Ahmadi leader brings message of peace at speech in Mississauga

Nearly a month after Canadian cardiologist and member of Islam’s Ahmadi sect, Mehdi Ali Qamar was shot to death in Pakistan, thousands of members of the controversial Muslim minority gathered in Mississauga on Saturday to pledge their allegiance to a peaceful jihad.
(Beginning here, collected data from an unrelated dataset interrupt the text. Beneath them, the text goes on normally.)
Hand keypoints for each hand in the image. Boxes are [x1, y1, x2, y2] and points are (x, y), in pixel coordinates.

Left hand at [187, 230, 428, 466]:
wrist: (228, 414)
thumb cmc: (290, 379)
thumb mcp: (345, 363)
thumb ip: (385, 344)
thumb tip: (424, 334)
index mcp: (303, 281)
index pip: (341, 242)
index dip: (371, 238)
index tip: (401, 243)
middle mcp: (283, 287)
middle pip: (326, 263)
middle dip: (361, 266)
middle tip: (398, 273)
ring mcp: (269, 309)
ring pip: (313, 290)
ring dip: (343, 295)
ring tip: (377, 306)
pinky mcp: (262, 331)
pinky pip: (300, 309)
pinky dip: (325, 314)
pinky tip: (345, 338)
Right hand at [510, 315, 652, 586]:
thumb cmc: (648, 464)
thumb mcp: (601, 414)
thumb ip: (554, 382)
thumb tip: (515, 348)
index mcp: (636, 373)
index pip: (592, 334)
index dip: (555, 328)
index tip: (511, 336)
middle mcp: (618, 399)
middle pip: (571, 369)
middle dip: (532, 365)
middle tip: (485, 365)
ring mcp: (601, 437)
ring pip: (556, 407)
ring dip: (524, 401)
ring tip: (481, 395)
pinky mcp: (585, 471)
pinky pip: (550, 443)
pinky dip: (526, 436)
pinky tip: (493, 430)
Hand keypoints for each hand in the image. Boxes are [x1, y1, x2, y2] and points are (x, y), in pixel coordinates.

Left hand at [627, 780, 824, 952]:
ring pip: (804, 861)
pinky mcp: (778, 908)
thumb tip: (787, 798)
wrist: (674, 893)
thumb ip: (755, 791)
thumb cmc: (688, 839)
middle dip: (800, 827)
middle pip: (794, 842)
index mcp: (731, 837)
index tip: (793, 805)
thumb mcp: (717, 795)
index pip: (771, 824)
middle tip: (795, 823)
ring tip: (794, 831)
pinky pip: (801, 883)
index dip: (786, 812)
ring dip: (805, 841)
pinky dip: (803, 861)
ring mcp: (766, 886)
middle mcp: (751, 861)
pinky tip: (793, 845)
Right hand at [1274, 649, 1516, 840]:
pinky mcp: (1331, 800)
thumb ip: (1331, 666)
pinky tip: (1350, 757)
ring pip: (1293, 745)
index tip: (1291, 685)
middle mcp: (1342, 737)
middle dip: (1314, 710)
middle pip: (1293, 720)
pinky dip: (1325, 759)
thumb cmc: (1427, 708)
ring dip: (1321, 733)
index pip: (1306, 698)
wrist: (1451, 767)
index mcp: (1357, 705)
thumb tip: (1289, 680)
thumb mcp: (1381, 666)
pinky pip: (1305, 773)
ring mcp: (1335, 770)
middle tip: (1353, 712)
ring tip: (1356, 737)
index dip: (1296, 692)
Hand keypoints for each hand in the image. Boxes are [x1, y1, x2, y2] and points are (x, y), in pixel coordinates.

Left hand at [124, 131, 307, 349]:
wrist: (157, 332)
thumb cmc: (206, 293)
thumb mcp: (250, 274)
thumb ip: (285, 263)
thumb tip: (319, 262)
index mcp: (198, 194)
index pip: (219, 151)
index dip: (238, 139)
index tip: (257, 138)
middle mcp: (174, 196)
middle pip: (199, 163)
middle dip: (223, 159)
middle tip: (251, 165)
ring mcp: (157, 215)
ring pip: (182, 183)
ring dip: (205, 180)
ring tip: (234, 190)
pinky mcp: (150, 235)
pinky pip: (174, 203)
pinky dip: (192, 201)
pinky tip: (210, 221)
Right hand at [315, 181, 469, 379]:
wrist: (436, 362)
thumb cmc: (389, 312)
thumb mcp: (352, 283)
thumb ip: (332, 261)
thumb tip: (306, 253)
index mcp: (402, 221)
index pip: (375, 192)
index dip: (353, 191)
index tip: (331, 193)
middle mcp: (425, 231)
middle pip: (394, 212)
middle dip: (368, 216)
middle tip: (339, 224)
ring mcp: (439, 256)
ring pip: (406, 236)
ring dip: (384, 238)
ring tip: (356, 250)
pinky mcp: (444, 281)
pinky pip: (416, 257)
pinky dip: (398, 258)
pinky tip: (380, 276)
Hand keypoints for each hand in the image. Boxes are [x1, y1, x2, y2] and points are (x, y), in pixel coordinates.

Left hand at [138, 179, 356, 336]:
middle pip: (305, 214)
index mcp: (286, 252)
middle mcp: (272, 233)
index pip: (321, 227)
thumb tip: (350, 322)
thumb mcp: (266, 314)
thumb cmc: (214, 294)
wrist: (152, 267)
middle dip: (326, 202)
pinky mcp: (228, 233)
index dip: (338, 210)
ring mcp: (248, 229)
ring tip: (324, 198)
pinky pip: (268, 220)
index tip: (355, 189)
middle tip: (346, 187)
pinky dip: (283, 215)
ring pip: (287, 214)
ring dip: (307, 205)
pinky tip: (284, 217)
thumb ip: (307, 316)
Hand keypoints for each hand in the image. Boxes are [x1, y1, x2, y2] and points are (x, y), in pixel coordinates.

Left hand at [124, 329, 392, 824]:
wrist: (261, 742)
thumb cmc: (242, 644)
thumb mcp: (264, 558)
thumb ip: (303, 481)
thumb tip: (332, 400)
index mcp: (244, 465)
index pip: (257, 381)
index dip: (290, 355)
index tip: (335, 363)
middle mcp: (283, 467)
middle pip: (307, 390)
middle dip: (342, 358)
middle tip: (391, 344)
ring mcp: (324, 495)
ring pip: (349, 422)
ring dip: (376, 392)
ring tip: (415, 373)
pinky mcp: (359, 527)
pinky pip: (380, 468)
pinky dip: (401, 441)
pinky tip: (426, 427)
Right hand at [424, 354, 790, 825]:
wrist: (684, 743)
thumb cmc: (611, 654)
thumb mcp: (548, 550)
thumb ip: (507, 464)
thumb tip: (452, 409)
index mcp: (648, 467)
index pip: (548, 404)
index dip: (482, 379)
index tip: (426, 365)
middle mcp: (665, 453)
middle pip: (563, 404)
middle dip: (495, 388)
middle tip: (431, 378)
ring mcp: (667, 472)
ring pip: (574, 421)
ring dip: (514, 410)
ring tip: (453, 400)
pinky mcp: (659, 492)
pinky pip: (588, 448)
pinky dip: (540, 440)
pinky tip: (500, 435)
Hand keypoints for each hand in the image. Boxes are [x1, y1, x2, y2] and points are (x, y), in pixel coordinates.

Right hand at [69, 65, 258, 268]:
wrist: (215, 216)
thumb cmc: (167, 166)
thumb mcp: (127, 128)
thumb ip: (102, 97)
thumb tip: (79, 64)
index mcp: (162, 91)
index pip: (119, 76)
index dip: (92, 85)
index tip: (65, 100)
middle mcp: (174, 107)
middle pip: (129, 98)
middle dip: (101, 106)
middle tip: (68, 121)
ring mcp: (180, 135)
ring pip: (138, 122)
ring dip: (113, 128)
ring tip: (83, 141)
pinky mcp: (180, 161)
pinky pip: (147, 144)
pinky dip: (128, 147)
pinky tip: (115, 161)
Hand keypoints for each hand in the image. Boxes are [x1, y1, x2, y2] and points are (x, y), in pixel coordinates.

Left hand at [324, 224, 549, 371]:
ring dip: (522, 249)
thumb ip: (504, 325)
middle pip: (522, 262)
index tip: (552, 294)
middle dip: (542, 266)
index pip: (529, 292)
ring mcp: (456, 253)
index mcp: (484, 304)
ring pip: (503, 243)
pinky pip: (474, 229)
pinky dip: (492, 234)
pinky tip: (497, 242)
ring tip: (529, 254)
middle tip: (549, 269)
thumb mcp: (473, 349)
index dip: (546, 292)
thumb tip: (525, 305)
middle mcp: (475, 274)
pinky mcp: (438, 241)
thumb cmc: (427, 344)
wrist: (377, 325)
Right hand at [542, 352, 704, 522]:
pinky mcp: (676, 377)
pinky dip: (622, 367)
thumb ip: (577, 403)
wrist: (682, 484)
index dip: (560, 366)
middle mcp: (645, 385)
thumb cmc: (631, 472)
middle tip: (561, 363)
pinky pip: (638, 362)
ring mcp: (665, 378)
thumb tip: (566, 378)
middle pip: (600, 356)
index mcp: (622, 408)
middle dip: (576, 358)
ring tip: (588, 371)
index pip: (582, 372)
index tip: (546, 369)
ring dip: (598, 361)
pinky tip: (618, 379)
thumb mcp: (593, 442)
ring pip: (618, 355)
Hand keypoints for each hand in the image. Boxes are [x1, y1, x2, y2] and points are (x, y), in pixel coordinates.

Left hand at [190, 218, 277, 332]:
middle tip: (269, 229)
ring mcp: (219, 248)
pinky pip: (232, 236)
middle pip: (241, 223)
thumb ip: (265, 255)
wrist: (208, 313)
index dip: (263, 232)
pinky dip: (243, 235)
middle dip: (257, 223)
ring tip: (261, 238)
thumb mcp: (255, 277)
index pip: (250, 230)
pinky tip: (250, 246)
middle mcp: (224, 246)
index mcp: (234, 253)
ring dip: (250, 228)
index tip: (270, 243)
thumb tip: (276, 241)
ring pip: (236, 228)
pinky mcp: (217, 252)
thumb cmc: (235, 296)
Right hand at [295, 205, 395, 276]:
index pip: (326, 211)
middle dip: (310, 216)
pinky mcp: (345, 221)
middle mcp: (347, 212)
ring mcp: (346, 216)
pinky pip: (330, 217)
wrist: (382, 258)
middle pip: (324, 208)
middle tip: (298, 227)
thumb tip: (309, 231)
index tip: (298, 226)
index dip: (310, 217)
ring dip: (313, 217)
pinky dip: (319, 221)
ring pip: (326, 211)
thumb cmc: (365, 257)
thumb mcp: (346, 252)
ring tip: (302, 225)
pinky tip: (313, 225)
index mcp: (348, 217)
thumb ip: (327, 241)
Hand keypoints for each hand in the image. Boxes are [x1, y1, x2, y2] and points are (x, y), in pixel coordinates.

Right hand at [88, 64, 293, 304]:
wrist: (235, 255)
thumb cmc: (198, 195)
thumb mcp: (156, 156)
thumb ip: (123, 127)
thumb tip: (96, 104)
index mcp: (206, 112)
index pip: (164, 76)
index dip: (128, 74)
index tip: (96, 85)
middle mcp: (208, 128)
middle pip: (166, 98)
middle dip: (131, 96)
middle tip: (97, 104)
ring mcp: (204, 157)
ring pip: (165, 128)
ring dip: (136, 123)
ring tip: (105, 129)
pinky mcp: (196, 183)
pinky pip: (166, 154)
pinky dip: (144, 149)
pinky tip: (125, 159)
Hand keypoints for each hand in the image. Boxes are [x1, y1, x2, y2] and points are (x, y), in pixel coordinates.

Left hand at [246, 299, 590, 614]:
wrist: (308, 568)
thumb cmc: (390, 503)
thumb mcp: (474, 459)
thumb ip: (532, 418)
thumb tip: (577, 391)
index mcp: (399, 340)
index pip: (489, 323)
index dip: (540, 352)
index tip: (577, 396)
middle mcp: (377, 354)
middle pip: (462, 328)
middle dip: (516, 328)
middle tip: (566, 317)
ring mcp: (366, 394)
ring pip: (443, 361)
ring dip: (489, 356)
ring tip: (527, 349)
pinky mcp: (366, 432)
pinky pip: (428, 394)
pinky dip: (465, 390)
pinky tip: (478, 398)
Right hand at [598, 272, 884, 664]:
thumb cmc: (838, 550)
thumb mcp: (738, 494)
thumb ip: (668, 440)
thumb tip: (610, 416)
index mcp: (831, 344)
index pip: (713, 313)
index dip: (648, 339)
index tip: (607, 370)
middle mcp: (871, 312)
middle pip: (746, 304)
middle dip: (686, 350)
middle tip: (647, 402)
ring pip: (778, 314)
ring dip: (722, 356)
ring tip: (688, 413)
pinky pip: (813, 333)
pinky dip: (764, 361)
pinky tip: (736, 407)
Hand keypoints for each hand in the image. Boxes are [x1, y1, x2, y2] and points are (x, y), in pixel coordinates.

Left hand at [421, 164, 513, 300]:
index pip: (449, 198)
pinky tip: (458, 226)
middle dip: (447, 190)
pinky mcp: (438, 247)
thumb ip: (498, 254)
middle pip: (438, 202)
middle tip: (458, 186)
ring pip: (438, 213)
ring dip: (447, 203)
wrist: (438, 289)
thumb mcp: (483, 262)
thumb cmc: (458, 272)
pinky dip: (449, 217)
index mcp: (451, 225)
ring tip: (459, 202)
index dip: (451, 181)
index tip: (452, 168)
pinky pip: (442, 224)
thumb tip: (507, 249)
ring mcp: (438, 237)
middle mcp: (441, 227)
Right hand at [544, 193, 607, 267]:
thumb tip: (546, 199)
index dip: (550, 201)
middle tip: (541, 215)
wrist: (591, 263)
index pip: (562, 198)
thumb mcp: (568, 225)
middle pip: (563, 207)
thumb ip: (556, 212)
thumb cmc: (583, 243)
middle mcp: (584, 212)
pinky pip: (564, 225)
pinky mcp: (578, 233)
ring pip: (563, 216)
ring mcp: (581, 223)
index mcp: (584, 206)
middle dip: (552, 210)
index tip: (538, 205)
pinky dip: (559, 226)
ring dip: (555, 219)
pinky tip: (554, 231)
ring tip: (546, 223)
“What is our response? Are we going to block roads? Are we going to start burning banks, or burning restaurants, or looting shops? That is not our reaction. Our reaction is if one doctor is slaughtered, if one doctor is murdered, our community will produce hundreds of other doctors,” keynote speaker Maulana Mubarak Ahmad Nazir said at the 38th annual Jalsa Salana hosted by Ahmadiyya Muslim Jama’at (AMJ) Canada.

Nazir, a leader in the country’s Ahmadi community, was a beacon of light as he stepped to the podium, his white suit a stark contrast to the heavy black curtains cornering off the main room.

He addressed two crowds simultaneously at the three-day convention, held at the International Centre in Mississauga. He spoke directly to the convention’s male attendees from a stage set up in front of thousands of chairs and sheets that lay directly on the concrete floor, while the female convention-goers watched from a video feed in a separate women’s auxiliary.

A rainbow of Hijabs and the pitter-patter of little feet livened up the women’s auxiliary, but the message was the same: love for all, hatred for none.

Women made up the largest group at the convention, which hosted dozens of dignitaries Saturday including Liberal Party leader Justin Trudeau, Minister of Citizenship and Immigration Chris Alexander and Mississauga Mayor Hazel McCallion, who was honoured with an award for public service.

The Ahmadi sect is the fastest growing in Islam, according to AMJ Canada. They estimate about 50,000 practicing Ahmadi Muslims live in the GTA, with about 10 million followers worldwide.

ahmadiyya_canada_jalsa20143This contemporary mandate, know as a the “jihad of the pen” because it promotes intellectual messaging over violence and categorically rejects terrorism in any form, is at odds with the ideas of other Islamic sects. In 1974, the sect suffered state-sponsored persecution when Pakistan’s then-prime minister Zulfikar Ali Bhutto passed a constitutional amendment pronouncing Ahmadi non-Muslim.

Amidst the unrest that continues today between sects, keynote speaker Nazir asked his fellow Ahmadi Muslims to continue delivering a message of peace.

“You are our ambassadors. You should walk around in this land with peace, and project the true meaning of Islam,” Nazir said. “Islam has been hijacked. Islam is in great trouble. People are attacking this land because Muslims themselves are killing Muslims. That is the struggle we face. This is the jihad; this is the fight that we are fighting. This is the jihad that we will continue to fight, because this is the jihad that’s worth fighting.”